President’s Colleagues to host presentation on math’s impact

For the President’s Colleagues of Dixie State University meeting in November, Dr. Donald R. Snow will present on “The Unrecognized Effects of Mathematics in our Lives.” The meeting is scheduled at noon on Nov. 6 in Lecture Hall 156 of Dixie State’s Russell C. Taylor Health Science Center, located on the Dixie Regional Medical Center campus at 1526 East Medical Center Drive. The gathering is free and open for the public to attend. At the meeting, Dr. Donald R. Snow will speak on the way mathematics are used behind the scenes in our lives. He will discuss examples of this and will also consider questions like “Why do we have 60 seconds in a minute, 60 minutes in an hour, and 360 degrees around a circle?” Very minimal mathematics knowledge is required to understand the discussion. Snow retired from BYU as a professor of mathematics. Snow’s father, Eldon, was in the first graduating class of Dixie College. He is now a snowbird, moving between Provo and St. George, teaching and writing about family history. Snow also performs in accordion concerts of big band/swing era music at senior citizen locations. Snow earned bachelor’s degrees in mathematics and mechanical engineering from the University of Utah and master’s degrees in the same subjects from Stanford.
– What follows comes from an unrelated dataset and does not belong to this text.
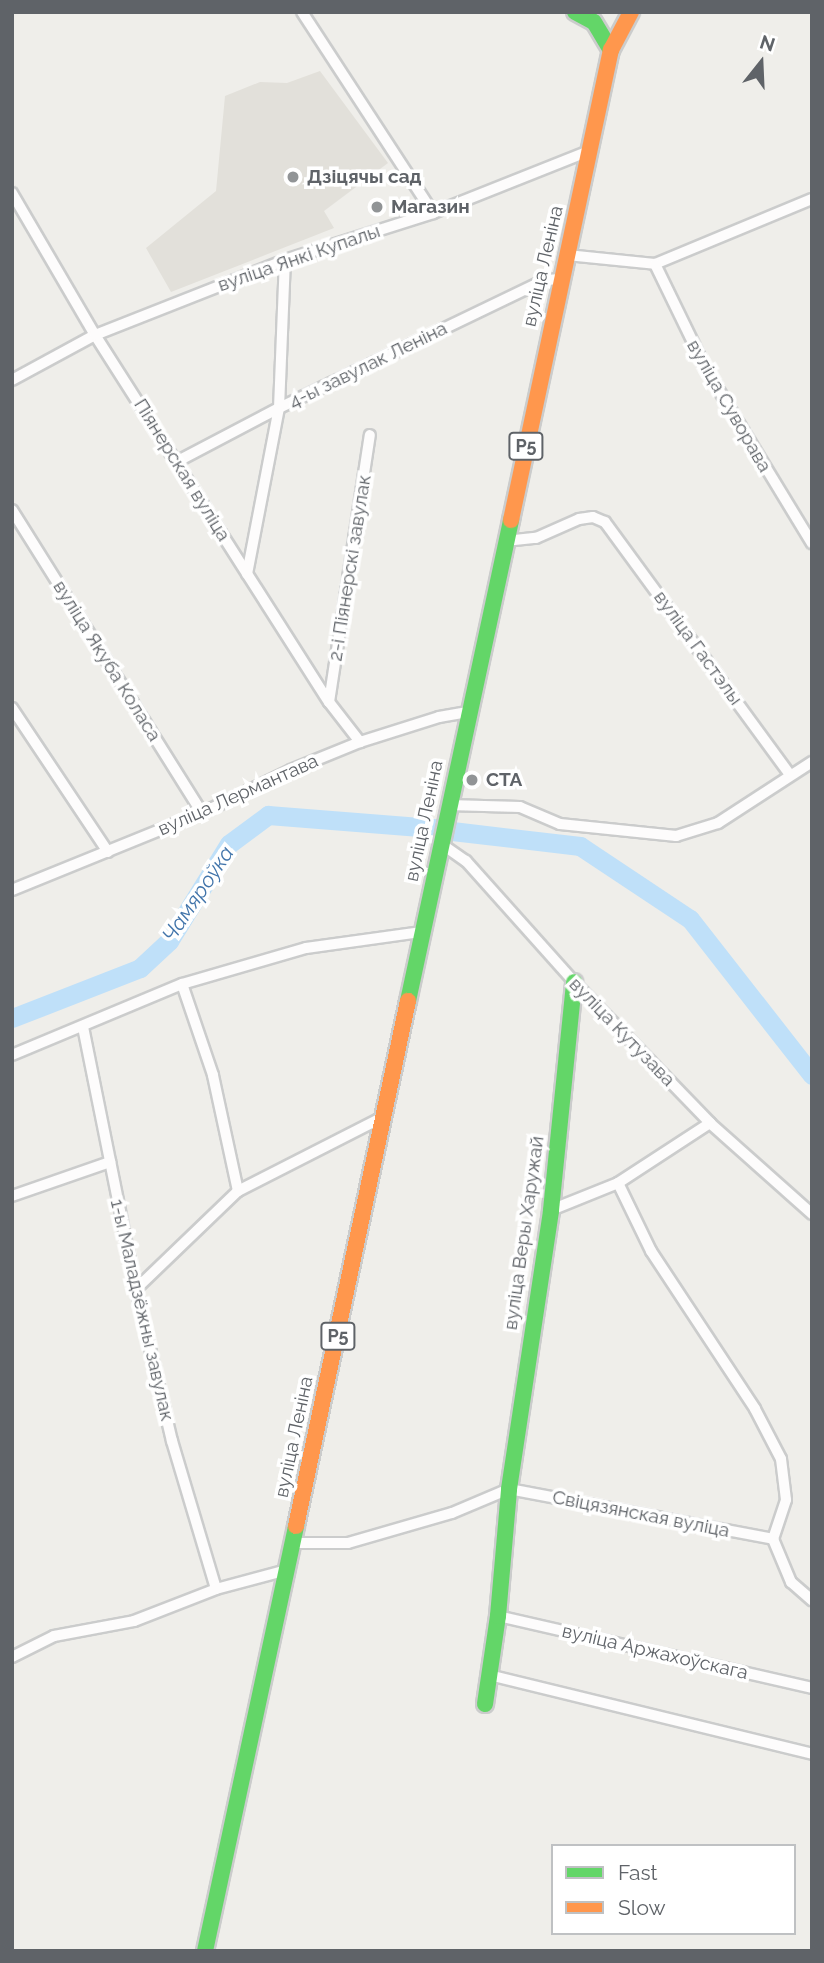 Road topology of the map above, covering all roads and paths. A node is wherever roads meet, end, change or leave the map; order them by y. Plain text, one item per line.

His Ph.D. in Mathematics is also from Stanford. He taught at the University of Minnesota, University of Colorado and Brigham Young University and had sabbatical leave research appointments at the University of Waterloo in Ontario, Canada, and at Imperial College in London, England. He and his family spent six months in Lima, Peru where he was on a Fulbright Appointment teaching graduate mathematics courses at two universities there. They lived in several foreign countries, both for mathematics and church assignments. For the next President’s Colleagues meeting, Dr. Larry Wimmer will present “The Dismal Science Revisited: What Economists ‘Think’ They Know and are Sure They Don’t Know.” at noon on Dec. 4 in the Zion Room on the 5th floor of the Jeffrey R. Holland Centennial Commons Building.